AN KARDINAL WALTER KASPER, 
ANLÄßLICH DES 
JÜDISCHEN EUROPÄISCHEN KONGRESSES IN PARIS

 

An Kardinal Walter Kasper, 
Präsident der Kommission für die religiösen Beziehungen zum Judentum

Mir ist mitgeteilt worden, daß am 28. und 29. Januar vom Jüdischen Europäischen Kongreß eine Tagung in Paris veranstaltet wird, an der Sie und der Erzbischof von Paris, Jean-Marie Kardinal Lustiger, teilnehmen werden. Ich möchte mich im Gebet allen anschließen, die sich versammeln, um sich mit folgendem Thema auseinanderzusetzen: »Nach dem II. Vatikanum und Nostra aetate: die Vertiefung der Beziehungen zwischen Juden und Katholiken in Europa unter dem Pontifikat Seiner Heiligkeit Johannes Paul II.« 

Ich freue mich über diese Initiative, die zum Dialog beitragen soll und sich dabei auf den vom Konzil aufgezeigten Weg der katholischen Kirche stützt. Shalom, Friede! Mit diesen Worten aus der Bibel möchte ich meine herzlichen Grüße an alle Teilnehmer des Treffens richten. Es ist von besonderer Bedeutung als eine Art Fortsetzung des am 24. Januar in Assisi veranstalteten Gebetstags für den Frieden in der Welt. Alle Religionen haben sich zum Einsatz für den Frieden verpflichtet; damit haben sie ein Zeichen der Hoffnung für die Welt gesetzt und daran erinnert, daß seine spirituelle und transzendente Natur den Menschen dazu anspornt, den Frieden und die Achtung der Würde jedes Menschen zu fördern. Juden und Christen stehen in einem besonderen Verhältnis zueinander. Die Botschaft, die vom Gott des Bundes mit Mose, den Patriarchen und den Propheten zu uns gelangt, gehört zu unserem gemeinsamen Erbe und lädt uns zur Zusammenarbeit im Leben der Welt ein, denn der Allerhöchste ruft uns auf, sowohl heilig zu sein, wie er selbst heilig ist, als auch unseren Nächsten zu lieben wie uns selbst. 
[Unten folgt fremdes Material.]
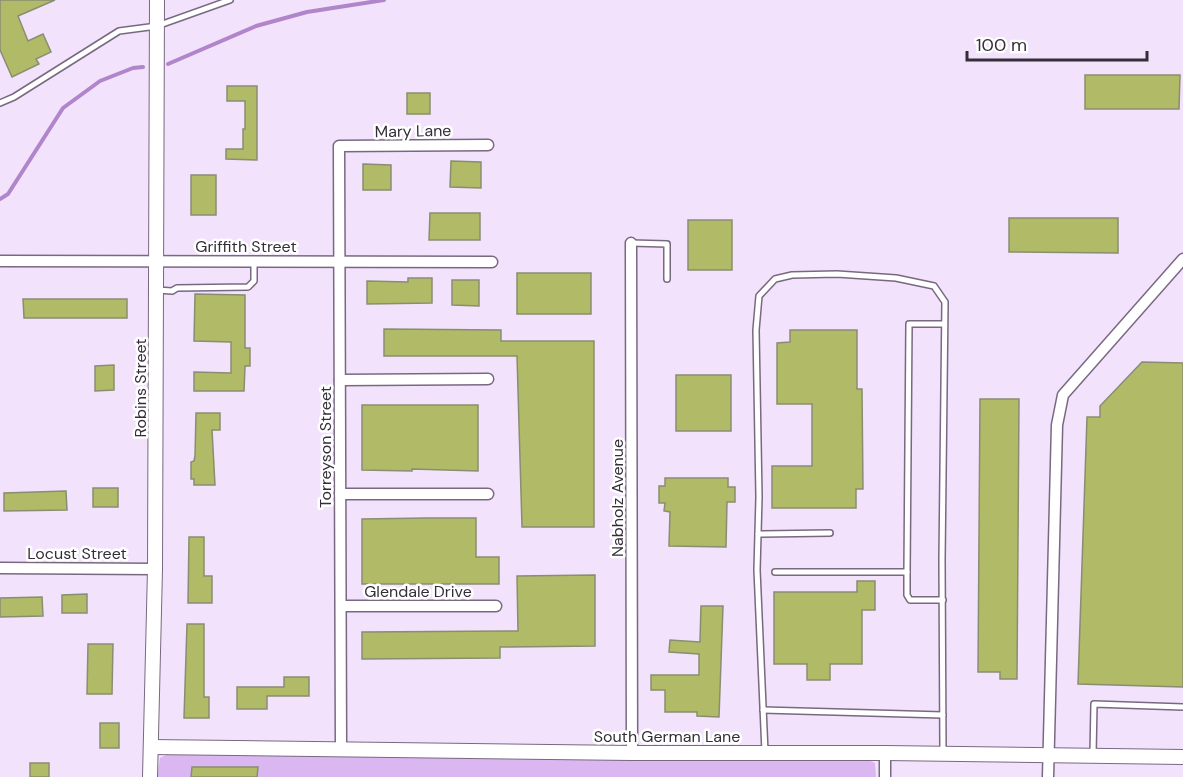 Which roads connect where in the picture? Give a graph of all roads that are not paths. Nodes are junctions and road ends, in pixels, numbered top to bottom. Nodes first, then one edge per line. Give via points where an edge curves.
1 (157, 0) edge
2 (230, 0) edge
3 (157, 26) junction
4 (0, 103) edge
5 (488, 145) dead end
6 (339, 146) joint
7 (631, 243) joint
8 (1183, 259) edge
9 (157, 260) junction
10 (0, 261) edge
11 (254, 261) junction
12 (340, 261) junction
13 (492, 262) dead end
14 (667, 279) dead end
15 (157, 290) junction
16 (944, 324) junction
17 (488, 379) dead end
18 (340, 380) junction
19 (340, 494) junction
20 (488, 494) dead end
21 (830, 533) dead end
22 (758, 534) junction
23 (0, 568) edge
24 (155, 569) junction
25 (775, 572) dead end
26 (907, 572) junction
27 (943, 600) junction
28 (340, 606) junction
29 (496, 606) dead end
30 (1183, 708) edge
31 (763, 710) junction
32 (943, 715) junction
33 (150, 747) junction
34 (341, 748) junction
35 (765, 752) junction
36 (632, 753) junction
37 (885, 753) junction
38 (943, 753) junction
39 (1048, 755) junction
40 (1093, 756) junction
41 (1183, 757) edge
42 (150, 777) edge
43 (885, 777) edge
44 (1048, 777) edge

1 - 3 street, Robins Street
2 - 3 lane
3 - 4 lane via 119,31
3 - 9 street, Robins Street
5 - 6 street, Mary Lane
6 - 12 street, Torreyson Street
7 - 14 lane via 667,244
7 - 36 street, Nabholz Avenue
8 - 39 street via 1063,395 1057,425
9 - 10 street, Griffith Street
9 - 11 street, Griffith Street
9 - 15 street, Robins Street
11 - 12 street, Griffith Street
11 - 15 lane via 254,281 248,287
12 - 13 street, Griffith Street
12 - 18 street, Torreyson Street
15 - 24 street, Robins Street
16 - 22 lane via 945,302 934,286 837,274 792,274 774,279 759,296 756,330
16 - 26 lane via 909,324
16 - 27 lane
17 - 18 street
18 - 19 street, Torreyson Street
19 - 20 street
19 - 28 street, Torreyson Street
21 - 22 lane
22 - 31 lane
23 - 24 street, Locust Street
24 - 33 street, Robins Street
25 - 26 lane
26 - 27 lane via 910,600
27 - 32 lane
28 - 29 street, Glendale Drive
28 - 34 street, Torreyson Street
30 - 40 lane via 1094,704
31 - 32 lane
31 - 35 lane
32 - 38 lane
33 - 34 street, South German Lane
33 - 42 street, Robins Street
34 - 36 street, South German Lane
35 - 36 street, South German Lane
35 - 37 street, South German Lane
37 - 38 street, South German Lane
37 - 43 street
38 - 39 street, South German Lane
39 - 40 street, South German Lane
39 - 44 street
40 - 41 street, South German Lane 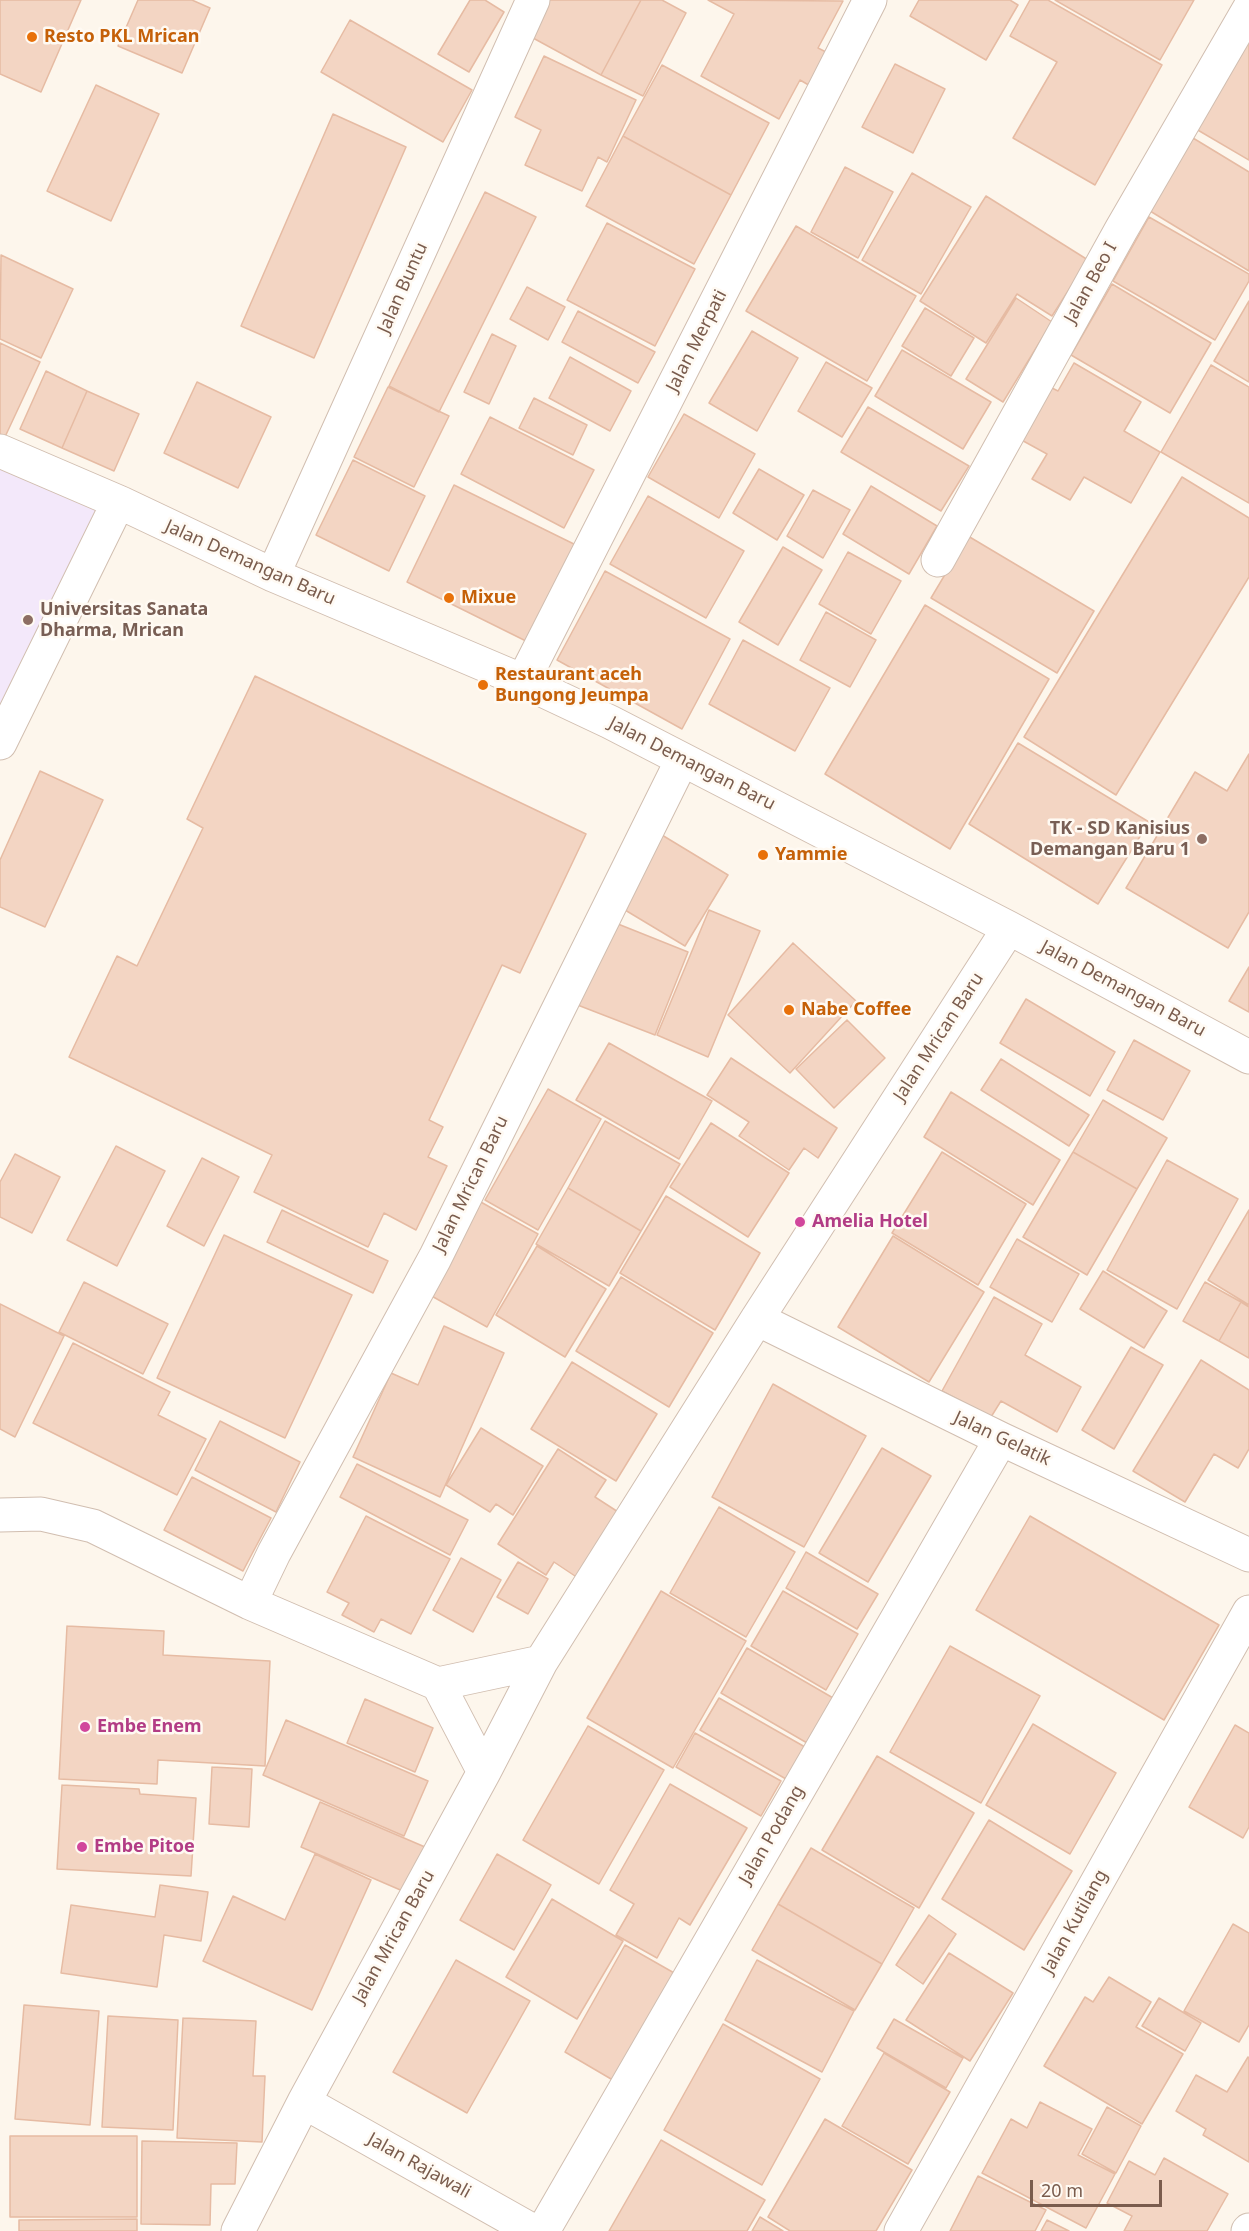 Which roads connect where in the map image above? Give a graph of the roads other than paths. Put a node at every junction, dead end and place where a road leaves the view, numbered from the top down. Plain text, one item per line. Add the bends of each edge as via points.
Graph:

Seit der Erklärung des II. Vatikanischen Konzils Nostra aetate sind zahlreiche Vorhaben – über die ich mich sehr freue – für ein besseres gegenseitiges Verständnis und für eine Versöhnung zwischen unseren beiden Gemeinschaften in die Tat umgesetzt worden. Ein solcher Text ist ein Ausgangspunkt, eine Grundlage und eine Orientierungshilfe für die künftigen Beziehungen. Nach den leidvollen Ereignissen, die die Geschichte Europas vor allem im Laufe des 20. Jahrhunderts geprägt haben, ist es jetzt angezeigt, unseren Beziehungen einen neuen Impuls zu geben, damit die religiöse Tradition, welche die Kultur und das Leben des Kontinents beseelt hat, auch weiterhin Teil seiner Seele bleibt und es ihm auf diese Weise ermöglicht, dem Wachstum des ganzen Menschen und jedes einzelnen Menschen zu dienen. 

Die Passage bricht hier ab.